Power of pathway scoring methods across diverse traits and diseases.
Bar heights represent the number of pathways found to be significant after Bonferroni-correction. Within a given trait group, results are aggregated for all tested GWAS studies. 65 GWAS had at least one significant pathway in one of the tested methods. For each GWAS, the raw number of significant pathways was divided by the number of pathways found by the best performing method. This was done in order to avoid that a few studies with many emerging pathways dominate. We show results for the MOCS gene scores (SOCS gene score results are similar, see S6 Fig). (a) Results are aggregated over all trait groups. (b) Results for different trait groups.
Fig 6.
Examples of pathway enrichments comparing Pascal (chi-squared method) to the hypergeometric method.
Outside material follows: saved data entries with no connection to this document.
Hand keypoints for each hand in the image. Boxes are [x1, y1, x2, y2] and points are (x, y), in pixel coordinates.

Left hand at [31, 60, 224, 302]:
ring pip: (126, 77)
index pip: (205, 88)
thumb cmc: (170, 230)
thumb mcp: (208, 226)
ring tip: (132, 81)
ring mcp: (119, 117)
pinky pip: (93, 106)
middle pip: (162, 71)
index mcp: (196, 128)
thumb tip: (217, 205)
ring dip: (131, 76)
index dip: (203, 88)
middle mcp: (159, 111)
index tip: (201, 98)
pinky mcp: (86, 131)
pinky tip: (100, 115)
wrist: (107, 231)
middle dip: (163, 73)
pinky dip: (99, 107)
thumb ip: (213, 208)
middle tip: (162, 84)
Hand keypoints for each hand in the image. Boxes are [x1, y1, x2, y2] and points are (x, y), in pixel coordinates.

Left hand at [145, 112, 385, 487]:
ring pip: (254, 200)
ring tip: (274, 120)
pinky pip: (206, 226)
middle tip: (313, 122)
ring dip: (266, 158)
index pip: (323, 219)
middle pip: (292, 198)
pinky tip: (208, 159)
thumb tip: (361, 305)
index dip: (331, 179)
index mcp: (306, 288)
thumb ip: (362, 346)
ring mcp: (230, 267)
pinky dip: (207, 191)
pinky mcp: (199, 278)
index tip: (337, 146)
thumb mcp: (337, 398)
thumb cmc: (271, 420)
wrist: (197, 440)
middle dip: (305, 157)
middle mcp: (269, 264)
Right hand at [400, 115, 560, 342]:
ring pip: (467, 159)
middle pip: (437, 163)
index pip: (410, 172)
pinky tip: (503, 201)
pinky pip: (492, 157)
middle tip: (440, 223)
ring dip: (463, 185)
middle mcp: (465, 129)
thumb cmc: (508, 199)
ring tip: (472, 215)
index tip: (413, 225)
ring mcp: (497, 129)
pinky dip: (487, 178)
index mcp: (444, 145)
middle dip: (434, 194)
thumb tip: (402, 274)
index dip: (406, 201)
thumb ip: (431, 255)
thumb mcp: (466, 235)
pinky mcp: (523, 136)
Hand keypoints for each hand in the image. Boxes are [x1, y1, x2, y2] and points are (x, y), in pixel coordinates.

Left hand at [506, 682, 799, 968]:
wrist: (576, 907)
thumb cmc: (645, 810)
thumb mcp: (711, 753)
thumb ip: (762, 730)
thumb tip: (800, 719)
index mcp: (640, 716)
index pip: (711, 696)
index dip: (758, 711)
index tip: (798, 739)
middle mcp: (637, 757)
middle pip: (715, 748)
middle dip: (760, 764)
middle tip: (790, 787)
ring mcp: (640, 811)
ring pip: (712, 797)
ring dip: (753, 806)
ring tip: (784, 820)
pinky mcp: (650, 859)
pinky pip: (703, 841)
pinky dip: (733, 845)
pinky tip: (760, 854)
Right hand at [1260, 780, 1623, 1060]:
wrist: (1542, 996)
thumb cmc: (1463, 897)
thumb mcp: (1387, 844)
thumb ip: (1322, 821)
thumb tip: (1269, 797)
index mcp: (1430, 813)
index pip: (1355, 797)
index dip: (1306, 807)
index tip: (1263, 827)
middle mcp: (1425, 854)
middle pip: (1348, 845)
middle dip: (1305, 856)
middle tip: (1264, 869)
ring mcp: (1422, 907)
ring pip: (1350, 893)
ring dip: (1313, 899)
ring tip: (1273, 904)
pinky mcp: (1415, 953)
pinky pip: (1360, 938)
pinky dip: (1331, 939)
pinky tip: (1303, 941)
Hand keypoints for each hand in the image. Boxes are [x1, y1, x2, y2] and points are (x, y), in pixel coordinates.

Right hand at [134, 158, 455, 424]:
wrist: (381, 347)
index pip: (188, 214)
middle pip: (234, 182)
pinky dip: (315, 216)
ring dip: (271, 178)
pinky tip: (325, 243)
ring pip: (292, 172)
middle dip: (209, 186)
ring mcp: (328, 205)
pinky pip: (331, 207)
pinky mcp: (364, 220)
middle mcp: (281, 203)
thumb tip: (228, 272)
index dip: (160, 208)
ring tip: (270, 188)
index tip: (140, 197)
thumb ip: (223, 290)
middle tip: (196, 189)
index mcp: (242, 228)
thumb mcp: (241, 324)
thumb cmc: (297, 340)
Displayed are results for four phenotypes showing improvement when using Pascal instead of the hypergeometric (binary) enrichment strategy at the 5% threshold level. Underlying gene scores were calculated using the sum method. Dashed lines refer to the Bonferroni significance level when correcting for the number of pathways (1077). Besides from few cancer-related pathways, all pathways highlighted by this analysis have been implied by prior research (see main text). (a) For the trait insulin resistance, Pascal scored the pathway insulin signal attenuation first, followed by two other trait-relevant pathways (PI3K AKT activation and insulin receptor signaling), while the hypergeometric test did not find any significant pathways. (b) For smoking amount (number of cigarettes per day), Pascal revealed three significant pathways related to nicotinic acetylcholine receptors. (c) For osteoporosis, two cancer-related pathways scored significant using both Pascal and the hypergeometric test, but only Pascal revealed the WNT and Hedgehog signaling pathways, which are known to be involved in osteoblast biology. (d) For macular degeneration, Pascal found three significant, trait-relevant pathways related to lipoproteins and the complement system.